§ **What to produce**
Among the records below, find the lines with the word "Σενέκα" and copy them.

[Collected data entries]
□ □ □ □
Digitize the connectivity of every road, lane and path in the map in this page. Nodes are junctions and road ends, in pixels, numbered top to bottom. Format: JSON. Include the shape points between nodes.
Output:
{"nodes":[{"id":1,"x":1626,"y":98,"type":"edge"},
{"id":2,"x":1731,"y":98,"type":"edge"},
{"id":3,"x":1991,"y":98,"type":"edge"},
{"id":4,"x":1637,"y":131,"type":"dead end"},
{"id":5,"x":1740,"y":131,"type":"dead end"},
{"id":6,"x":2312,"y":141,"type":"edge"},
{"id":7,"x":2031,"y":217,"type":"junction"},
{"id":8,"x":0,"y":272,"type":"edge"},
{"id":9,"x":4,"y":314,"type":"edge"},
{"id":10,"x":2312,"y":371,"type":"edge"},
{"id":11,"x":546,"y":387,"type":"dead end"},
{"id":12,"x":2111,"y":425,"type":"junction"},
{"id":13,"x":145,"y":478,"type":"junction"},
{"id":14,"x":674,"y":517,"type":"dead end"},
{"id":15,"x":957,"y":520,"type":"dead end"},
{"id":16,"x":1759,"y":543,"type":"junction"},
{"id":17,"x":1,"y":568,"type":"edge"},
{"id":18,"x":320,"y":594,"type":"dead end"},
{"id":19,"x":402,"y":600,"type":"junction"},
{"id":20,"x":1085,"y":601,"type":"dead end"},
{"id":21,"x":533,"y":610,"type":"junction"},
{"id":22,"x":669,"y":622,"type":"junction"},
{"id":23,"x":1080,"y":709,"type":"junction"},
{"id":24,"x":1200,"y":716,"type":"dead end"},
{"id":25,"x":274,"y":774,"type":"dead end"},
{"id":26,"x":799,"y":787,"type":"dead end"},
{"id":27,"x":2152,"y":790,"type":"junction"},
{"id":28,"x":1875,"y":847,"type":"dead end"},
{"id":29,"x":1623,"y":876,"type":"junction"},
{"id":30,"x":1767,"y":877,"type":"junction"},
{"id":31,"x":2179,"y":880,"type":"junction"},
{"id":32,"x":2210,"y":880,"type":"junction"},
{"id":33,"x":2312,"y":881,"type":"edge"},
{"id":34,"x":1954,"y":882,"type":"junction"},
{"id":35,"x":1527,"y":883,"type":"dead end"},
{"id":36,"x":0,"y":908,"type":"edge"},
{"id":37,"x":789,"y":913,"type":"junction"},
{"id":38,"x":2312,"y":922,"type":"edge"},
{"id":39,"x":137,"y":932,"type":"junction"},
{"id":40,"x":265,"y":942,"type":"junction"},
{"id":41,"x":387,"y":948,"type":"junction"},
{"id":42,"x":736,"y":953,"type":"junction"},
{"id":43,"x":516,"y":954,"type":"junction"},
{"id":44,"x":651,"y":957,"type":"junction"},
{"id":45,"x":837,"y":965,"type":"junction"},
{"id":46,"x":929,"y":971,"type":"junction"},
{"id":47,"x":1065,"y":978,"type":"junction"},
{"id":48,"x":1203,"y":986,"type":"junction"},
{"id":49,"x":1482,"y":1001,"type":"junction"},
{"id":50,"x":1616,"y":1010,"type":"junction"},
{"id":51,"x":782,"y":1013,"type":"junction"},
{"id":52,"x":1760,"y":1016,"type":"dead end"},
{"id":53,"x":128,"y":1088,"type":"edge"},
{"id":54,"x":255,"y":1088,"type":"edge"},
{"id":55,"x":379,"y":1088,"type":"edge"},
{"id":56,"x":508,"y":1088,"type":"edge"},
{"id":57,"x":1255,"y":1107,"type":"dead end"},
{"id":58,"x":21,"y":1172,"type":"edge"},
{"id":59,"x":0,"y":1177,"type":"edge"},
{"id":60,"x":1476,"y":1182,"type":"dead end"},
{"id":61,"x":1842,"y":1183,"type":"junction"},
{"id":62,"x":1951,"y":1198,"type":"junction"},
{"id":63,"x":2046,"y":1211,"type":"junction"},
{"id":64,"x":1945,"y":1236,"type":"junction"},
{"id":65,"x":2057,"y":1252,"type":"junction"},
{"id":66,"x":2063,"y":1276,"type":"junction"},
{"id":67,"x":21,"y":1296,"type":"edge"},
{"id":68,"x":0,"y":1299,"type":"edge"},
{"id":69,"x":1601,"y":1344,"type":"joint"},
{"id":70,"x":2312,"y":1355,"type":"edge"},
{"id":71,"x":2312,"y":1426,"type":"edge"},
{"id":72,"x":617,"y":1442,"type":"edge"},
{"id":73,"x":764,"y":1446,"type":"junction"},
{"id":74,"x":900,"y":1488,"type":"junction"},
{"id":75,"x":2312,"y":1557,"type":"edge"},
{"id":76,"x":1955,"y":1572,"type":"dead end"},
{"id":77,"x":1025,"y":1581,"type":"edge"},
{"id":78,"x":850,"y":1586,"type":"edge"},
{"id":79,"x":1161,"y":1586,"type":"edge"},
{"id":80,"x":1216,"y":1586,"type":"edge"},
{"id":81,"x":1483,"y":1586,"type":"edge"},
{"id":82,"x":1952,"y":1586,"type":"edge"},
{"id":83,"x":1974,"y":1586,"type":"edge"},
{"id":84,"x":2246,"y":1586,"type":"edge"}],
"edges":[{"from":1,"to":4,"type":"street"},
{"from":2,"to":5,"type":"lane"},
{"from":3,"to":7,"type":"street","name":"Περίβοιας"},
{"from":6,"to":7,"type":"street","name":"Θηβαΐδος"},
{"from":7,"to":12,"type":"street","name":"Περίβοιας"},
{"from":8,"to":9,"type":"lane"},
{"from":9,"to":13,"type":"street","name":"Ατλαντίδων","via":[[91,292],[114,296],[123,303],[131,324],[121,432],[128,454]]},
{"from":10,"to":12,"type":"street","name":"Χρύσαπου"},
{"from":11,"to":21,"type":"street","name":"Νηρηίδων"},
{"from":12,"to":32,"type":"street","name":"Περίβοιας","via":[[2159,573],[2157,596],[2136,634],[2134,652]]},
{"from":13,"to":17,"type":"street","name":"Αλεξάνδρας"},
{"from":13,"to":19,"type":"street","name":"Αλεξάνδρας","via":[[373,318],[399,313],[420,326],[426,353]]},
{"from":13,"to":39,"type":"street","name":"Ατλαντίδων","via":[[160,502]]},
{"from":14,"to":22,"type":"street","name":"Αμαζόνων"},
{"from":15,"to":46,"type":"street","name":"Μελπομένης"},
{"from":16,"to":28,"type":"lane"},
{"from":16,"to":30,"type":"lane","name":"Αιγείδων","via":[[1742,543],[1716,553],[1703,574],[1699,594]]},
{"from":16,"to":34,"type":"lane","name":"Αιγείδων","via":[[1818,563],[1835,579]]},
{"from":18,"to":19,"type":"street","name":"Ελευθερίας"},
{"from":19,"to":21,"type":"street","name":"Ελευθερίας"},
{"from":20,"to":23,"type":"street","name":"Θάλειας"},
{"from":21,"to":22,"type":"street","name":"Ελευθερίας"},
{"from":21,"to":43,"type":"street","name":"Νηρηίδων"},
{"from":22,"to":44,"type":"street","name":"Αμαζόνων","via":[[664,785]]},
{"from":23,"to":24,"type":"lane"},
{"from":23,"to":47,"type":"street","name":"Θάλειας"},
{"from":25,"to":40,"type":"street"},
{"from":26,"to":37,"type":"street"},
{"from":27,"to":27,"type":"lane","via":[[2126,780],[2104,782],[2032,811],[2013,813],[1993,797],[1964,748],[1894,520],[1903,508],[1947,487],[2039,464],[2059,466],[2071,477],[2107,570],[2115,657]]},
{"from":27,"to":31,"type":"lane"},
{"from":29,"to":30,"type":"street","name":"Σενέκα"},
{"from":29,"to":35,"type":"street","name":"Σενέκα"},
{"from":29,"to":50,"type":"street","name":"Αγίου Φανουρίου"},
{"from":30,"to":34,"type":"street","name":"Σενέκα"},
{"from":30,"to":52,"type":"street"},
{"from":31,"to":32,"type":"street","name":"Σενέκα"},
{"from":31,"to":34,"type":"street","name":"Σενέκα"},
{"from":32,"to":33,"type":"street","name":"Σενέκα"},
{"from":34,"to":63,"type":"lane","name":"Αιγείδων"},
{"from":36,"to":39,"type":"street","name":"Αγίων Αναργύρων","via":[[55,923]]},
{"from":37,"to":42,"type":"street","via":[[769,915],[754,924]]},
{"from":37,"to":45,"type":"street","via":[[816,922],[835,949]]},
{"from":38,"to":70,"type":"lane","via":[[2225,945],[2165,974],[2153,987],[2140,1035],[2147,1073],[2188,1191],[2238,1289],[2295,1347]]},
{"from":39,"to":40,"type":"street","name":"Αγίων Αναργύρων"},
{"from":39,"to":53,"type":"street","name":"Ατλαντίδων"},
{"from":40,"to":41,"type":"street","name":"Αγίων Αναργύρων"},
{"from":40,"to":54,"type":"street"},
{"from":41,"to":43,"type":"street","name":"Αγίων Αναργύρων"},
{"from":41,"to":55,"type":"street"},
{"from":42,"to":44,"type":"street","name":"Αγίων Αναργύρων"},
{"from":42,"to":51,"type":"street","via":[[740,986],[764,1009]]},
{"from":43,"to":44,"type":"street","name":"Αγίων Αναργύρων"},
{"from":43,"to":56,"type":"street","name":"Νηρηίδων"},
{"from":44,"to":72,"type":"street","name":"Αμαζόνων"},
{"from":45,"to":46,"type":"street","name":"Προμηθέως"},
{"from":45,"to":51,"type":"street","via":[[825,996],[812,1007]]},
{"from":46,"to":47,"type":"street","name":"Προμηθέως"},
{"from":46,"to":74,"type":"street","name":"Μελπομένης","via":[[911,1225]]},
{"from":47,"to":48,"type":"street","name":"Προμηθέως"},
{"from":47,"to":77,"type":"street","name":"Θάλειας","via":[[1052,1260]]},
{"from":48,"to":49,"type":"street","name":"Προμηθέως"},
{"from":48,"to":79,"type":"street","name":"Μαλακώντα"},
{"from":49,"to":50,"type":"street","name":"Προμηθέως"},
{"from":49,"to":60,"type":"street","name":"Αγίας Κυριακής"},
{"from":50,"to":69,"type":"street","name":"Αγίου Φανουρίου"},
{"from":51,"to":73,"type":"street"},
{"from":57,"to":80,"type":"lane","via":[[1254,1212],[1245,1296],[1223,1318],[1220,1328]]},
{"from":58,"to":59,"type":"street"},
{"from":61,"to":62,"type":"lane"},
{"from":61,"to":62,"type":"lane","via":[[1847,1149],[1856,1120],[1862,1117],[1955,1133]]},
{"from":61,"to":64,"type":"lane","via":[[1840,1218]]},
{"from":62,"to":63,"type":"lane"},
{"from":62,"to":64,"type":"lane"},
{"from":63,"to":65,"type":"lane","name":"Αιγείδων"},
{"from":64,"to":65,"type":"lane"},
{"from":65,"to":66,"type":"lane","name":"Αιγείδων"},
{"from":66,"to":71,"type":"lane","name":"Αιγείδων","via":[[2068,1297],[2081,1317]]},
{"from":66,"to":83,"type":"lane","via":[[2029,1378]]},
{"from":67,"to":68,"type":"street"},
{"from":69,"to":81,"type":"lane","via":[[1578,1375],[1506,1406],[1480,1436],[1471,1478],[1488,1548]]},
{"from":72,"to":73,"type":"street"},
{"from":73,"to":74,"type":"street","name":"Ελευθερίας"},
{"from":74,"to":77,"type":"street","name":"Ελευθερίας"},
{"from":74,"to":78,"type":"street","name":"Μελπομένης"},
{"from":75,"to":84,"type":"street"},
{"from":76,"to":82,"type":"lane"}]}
□ □ □ □
§ **Response for this exercise**
{"from":29,"to":30,"type":"street","name":"Σενέκα"},
{"from":29,"to":35,"type":"street","name":"Σενέκα"},
{"from":30,"to":34,"type":"street","name":"Σενέκα"},
{"from":31,"to":32,"type":"street","name":"Σενέκα"},
{"from":31,"to":34,"type":"street","name":"Σενέκα"},
{"from":32,"to":33,"type":"street","name":"Σενέκα"},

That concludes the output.